- EXERCISE INSTRUCTIONS -
Give back all the data exactly as it was written.

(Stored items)
--

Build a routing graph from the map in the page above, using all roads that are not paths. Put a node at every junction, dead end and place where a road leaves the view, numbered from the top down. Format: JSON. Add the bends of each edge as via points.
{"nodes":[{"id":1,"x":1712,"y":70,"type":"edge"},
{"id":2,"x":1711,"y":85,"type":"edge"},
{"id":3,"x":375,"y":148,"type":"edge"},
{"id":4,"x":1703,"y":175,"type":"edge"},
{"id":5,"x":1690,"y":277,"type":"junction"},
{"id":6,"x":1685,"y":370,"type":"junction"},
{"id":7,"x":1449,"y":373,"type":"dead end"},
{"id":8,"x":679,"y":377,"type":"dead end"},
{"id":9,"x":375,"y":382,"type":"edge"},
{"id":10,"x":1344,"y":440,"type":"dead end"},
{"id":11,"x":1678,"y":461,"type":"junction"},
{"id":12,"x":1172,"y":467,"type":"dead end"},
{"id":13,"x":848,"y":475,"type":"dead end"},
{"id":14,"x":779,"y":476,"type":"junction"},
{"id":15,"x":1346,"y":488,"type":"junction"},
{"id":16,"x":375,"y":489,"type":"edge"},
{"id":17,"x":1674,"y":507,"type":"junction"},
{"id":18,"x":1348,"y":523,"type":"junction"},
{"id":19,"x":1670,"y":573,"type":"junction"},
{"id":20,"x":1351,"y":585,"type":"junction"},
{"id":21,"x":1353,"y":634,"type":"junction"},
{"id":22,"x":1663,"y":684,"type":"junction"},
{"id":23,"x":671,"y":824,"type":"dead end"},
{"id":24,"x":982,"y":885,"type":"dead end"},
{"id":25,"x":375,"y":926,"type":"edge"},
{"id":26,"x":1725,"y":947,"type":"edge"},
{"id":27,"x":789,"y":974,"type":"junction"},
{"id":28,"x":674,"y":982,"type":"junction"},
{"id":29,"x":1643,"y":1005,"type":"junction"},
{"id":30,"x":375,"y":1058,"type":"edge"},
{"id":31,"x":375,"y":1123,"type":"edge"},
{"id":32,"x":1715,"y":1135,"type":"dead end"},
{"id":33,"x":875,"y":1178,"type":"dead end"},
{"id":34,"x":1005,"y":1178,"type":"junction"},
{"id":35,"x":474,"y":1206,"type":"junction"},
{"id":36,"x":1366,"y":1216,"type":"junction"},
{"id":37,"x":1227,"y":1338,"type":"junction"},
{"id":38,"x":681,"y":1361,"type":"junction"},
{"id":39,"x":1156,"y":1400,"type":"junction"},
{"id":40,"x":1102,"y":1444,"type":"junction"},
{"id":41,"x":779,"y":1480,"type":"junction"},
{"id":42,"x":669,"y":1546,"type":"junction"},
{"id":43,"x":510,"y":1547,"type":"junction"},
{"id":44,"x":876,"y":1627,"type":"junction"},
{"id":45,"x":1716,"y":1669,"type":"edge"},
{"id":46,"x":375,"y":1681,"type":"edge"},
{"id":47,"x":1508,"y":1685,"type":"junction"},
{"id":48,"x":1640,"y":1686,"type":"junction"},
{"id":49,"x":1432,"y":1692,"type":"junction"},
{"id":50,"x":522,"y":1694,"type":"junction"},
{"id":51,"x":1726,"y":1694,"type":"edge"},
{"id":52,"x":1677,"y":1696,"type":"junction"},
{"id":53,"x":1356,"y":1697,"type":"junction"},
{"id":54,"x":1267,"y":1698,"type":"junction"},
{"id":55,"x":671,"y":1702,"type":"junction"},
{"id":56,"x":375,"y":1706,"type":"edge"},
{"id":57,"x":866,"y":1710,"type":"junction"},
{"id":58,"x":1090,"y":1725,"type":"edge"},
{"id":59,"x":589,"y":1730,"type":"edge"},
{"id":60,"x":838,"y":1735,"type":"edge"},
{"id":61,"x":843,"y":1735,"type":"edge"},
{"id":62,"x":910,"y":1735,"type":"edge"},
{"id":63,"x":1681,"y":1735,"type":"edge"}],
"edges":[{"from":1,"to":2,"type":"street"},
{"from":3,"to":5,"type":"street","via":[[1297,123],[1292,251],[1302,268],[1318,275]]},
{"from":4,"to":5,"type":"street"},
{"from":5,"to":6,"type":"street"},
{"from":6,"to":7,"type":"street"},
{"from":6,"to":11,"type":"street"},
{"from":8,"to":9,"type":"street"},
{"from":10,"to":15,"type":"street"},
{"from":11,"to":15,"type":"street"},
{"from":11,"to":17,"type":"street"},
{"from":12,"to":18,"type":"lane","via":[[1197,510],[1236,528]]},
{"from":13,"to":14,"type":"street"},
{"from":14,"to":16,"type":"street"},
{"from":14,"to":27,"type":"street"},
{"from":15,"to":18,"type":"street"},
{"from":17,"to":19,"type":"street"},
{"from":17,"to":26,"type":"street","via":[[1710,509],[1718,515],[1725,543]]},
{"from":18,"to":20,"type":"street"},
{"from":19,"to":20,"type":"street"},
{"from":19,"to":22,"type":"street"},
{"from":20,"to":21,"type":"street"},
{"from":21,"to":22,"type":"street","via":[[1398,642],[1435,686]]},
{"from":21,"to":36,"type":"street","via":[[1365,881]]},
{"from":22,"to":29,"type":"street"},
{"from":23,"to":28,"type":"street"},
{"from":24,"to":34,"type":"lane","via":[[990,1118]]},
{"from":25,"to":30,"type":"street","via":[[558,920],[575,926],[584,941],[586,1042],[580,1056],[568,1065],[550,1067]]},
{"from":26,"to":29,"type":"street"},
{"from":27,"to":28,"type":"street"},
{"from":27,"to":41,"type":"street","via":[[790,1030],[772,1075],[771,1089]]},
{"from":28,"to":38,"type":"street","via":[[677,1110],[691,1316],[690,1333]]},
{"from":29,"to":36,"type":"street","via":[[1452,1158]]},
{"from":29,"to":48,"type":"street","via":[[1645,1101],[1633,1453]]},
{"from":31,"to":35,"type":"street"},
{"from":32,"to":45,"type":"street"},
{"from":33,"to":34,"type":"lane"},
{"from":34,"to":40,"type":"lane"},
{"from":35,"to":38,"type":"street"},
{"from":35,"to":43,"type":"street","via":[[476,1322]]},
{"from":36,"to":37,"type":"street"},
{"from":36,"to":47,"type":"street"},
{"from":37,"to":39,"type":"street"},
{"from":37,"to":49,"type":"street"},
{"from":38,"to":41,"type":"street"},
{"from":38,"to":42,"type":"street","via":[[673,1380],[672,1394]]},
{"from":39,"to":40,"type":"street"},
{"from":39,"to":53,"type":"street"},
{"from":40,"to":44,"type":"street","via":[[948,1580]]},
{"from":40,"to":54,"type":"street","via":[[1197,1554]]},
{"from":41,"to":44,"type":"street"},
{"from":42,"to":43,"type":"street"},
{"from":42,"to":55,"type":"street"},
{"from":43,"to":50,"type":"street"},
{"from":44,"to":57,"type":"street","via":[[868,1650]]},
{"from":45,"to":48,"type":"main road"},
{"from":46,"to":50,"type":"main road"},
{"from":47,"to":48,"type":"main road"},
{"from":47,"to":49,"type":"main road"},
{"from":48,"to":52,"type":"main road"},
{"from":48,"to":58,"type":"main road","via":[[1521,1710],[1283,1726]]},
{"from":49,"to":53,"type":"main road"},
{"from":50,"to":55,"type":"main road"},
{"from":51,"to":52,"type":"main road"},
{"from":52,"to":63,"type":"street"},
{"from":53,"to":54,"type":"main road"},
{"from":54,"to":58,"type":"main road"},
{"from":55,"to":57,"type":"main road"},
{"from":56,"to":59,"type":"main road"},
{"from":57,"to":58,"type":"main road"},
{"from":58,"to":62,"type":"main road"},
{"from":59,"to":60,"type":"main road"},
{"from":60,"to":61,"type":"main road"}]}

--

- RESULT OF THE TASK -
Build a routing graph from the map in the page above, using all roads that are not paths. Put a node at every junction, dead end and place where a road leaves the view, numbered from the top down. Format: JSON. Add the bends of each edge as via points.
{"nodes":[{"id":1,"x":1712,"y":70,"type":"edge"},
{"id":2,"x":1711,"y":85,"type":"edge"},
{"id":3,"x":375,"y":148,"type":"edge"},
{"id":4,"x":1703,"y":175,"type":"edge"},
{"id":5,"x":1690,"y":277,"type":"junction"},
{"id":6,"x":1685,"y":370,"type":"junction"},
{"id":7,"x":1449,"y":373,"type":"dead end"},
{"id":8,"x":679,"y":377,"type":"dead end"},
{"id":9,"x":375,"y":382,"type":"edge"},
{"id":10,"x":1344,"y":440,"type":"dead end"},
{"id":11,"x":1678,"y":461,"type":"junction"},
{"id":12,"x":1172,"y":467,"type":"dead end"},
{"id":13,"x":848,"y":475,"type":"dead end"},
{"id":14,"x":779,"y":476,"type":"junction"},
{"id":15,"x":1346,"y":488,"type":"junction"},
{"id":16,"x":375,"y":489,"type":"edge"},
{"id":17,"x":1674,"y":507,"type":"junction"},
{"id":18,"x":1348,"y":523,"type":"junction"},
{"id":19,"x":1670,"y":573,"type":"junction"},
{"id":20,"x":1351,"y":585,"type":"junction"},
{"id":21,"x":1353,"y":634,"type":"junction"},
{"id":22,"x":1663,"y":684,"type":"junction"},
{"id":23,"x":671,"y":824,"type":"dead end"},
{"id":24,"x":982,"y":885,"type":"dead end"},
{"id":25,"x":375,"y":926,"type":"edge"},
{"id":26,"x":1725,"y":947,"type":"edge"},
{"id":27,"x":789,"y":974,"type":"junction"},
{"id":28,"x":674,"y":982,"type":"junction"},
{"id":29,"x":1643,"y":1005,"type":"junction"},
{"id":30,"x":375,"y":1058,"type":"edge"},
{"id":31,"x":375,"y":1123,"type":"edge"},
{"id":32,"x":1715,"y":1135,"type":"dead end"},
{"id":33,"x":875,"y":1178,"type":"dead end"},
{"id":34,"x":1005,"y":1178,"type":"junction"},
{"id":35,"x":474,"y":1206,"type":"junction"},
{"id":36,"x":1366,"y":1216,"type":"junction"},
{"id":37,"x":1227,"y":1338,"type":"junction"},
{"id":38,"x":681,"y":1361,"type":"junction"},
{"id":39,"x":1156,"y":1400,"type":"junction"},
{"id":40,"x":1102,"y":1444,"type":"junction"},
{"id":41,"x":779,"y":1480,"type":"junction"},
{"id":42,"x":669,"y":1546,"type":"junction"},
{"id":43,"x":510,"y":1547,"type":"junction"},
{"id":44,"x":876,"y":1627,"type":"junction"},
{"id":45,"x":1716,"y":1669,"type":"edge"},
{"id":46,"x":375,"y":1681,"type":"edge"},
{"id":47,"x":1508,"y":1685,"type":"junction"},
{"id":48,"x":1640,"y":1686,"type":"junction"},
{"id":49,"x":1432,"y":1692,"type":"junction"},
{"id":50,"x":522,"y":1694,"type":"junction"},
{"id":51,"x":1726,"y":1694,"type":"edge"},
{"id":52,"x":1677,"y":1696,"type":"junction"},
{"id":53,"x":1356,"y":1697,"type":"junction"},
{"id":54,"x":1267,"y":1698,"type":"junction"},
{"id":55,"x":671,"y":1702,"type":"junction"},
{"id":56,"x":375,"y":1706,"type":"edge"},
{"id":57,"x":866,"y":1710,"type":"junction"},
{"id":58,"x":1090,"y":1725,"type":"edge"},
{"id":59,"x":589,"y":1730,"type":"edge"},
{"id":60,"x":838,"y":1735,"type":"edge"},
{"id":61,"x":843,"y":1735,"type":"edge"},
{"id":62,"x":910,"y":1735,"type":"edge"},
{"id":63,"x":1681,"y":1735,"type":"edge"}],
"edges":[{"from":1,"to":2,"type":"street"},
{"from":3,"to":5,"type":"street","via":[[1297,123],[1292,251],[1302,268],[1318,275]]},
{"from":4,"to":5,"type":"street"},
{"from":5,"to":6,"type":"street"},
{"from":6,"to":7,"type":"street"},
{"from":6,"to":11,"type":"street"},
{"from":8,"to":9,"type":"street"},
{"from":10,"to":15,"type":"street"},
{"from":11,"to":15,"type":"street"},
{"from":11,"to":17,"type":"street"},
{"from":12,"to":18,"type":"lane","via":[[1197,510],[1236,528]]},
{"from":13,"to":14,"type":"street"},
{"from":14,"to":16,"type":"street"},
{"from":14,"to":27,"type":"street"},
{"from":15,"to":18,"type":"street"},
{"from":17,"to":19,"type":"street"},
{"from":17,"to":26,"type":"street","via":[[1710,509],[1718,515],[1725,543]]},
{"from":18,"to":20,"type":"street"},
{"from":19,"to":20,"type":"street"},
{"from":19,"to":22,"type":"street"},
{"from":20,"to":21,"type":"street"},
{"from":21,"to":22,"type":"street","via":[[1398,642],[1435,686]]},
{"from":21,"to":36,"type":"street","via":[[1365,881]]},
{"from":22,"to":29,"type":"street"},
{"from":23,"to":28,"type":"street"},
{"from":24,"to":34,"type":"lane","via":[[990,1118]]},
{"from":25,"to":30,"type":"street","via":[[558,920],[575,926],[584,941],[586,1042],[580,1056],[568,1065],[550,1067]]},
{"from":26,"to":29,"type":"street"},
{"from":27,"to":28,"type":"street"},
{"from":27,"to":41,"type":"street","via":[[790,1030],[772,1075],[771,1089]]},
{"from":28,"to":38,"type":"street","via":[[677,1110],[691,1316],[690,1333]]},
{"from":29,"to":36,"type":"street","via":[[1452,1158]]},
{"from":29,"to":48,"type":"street","via":[[1645,1101],[1633,1453]]},
{"from":31,"to":35,"type":"street"},
{"from":32,"to":45,"type":"street"},
{"from":33,"to":34,"type":"lane"},
{"from":34,"to":40,"type":"lane"},
{"from":35,"to":38,"type":"street"},
{"from":35,"to":43,"type":"street","via":[[476,1322]]},
{"from":36,"to":37,"type":"street"},
{"from":36,"to":47,"type":"street"},
{"from":37,"to":39,"type":"street"},
{"from":37,"to":49,"type":"street"},
{"from":38,"to":41,"type":"street"},
{"from":38,"to":42,"type":"street","via":[[673,1380],[672,1394]]},
{"from":39,"to":40,"type":"street"},
{"from":39,"to":53,"type":"street"},
{"from":40,"to":44,"type":"street","via":[[948,1580]]},
{"from":40,"to":54,"type":"street","via":[[1197,1554]]},
{"from":41,"to":44,"type":"street"},
{"from":42,"to":43,"type":"street"},
{"from":42,"to":55,"type":"street"},
{"from":43,"to":50,"type":"street"},
{"from":44,"to":57,"type":"street","via":[[868,1650]]},
{"from":45,"to":48,"type":"main road"},
{"from":46,"to":50,"type":"main road"},
{"from":47,"to":48,"type":"main road"},
{"from":47,"to":49,"type":"main road"},
{"from":48,"to":52,"type":"main road"},
{"from":48,"to":58,"type":"main road","via":[[1521,1710],[1283,1726]]},
{"from":49,"to":53,"type":"main road"},
{"from":50,"to":55,"type":"main road"},
{"from":51,"to":52,"type":"main road"},
{"from":52,"to":63,"type":"street"},
{"from":53,"to":54,"type":"main road"},
{"from":54,"to":58,"type":"main road"},
{"from":55,"to":57,"type":"main road"},
{"from":56,"to":59,"type":"main road"},
{"from":57,"to":58,"type":"main road"},
{"from":58,"to":62,"type":"main road"},
{"from":59,"to":60,"type":"main road"},
{"from":60,"to":61,"type":"main road"}]}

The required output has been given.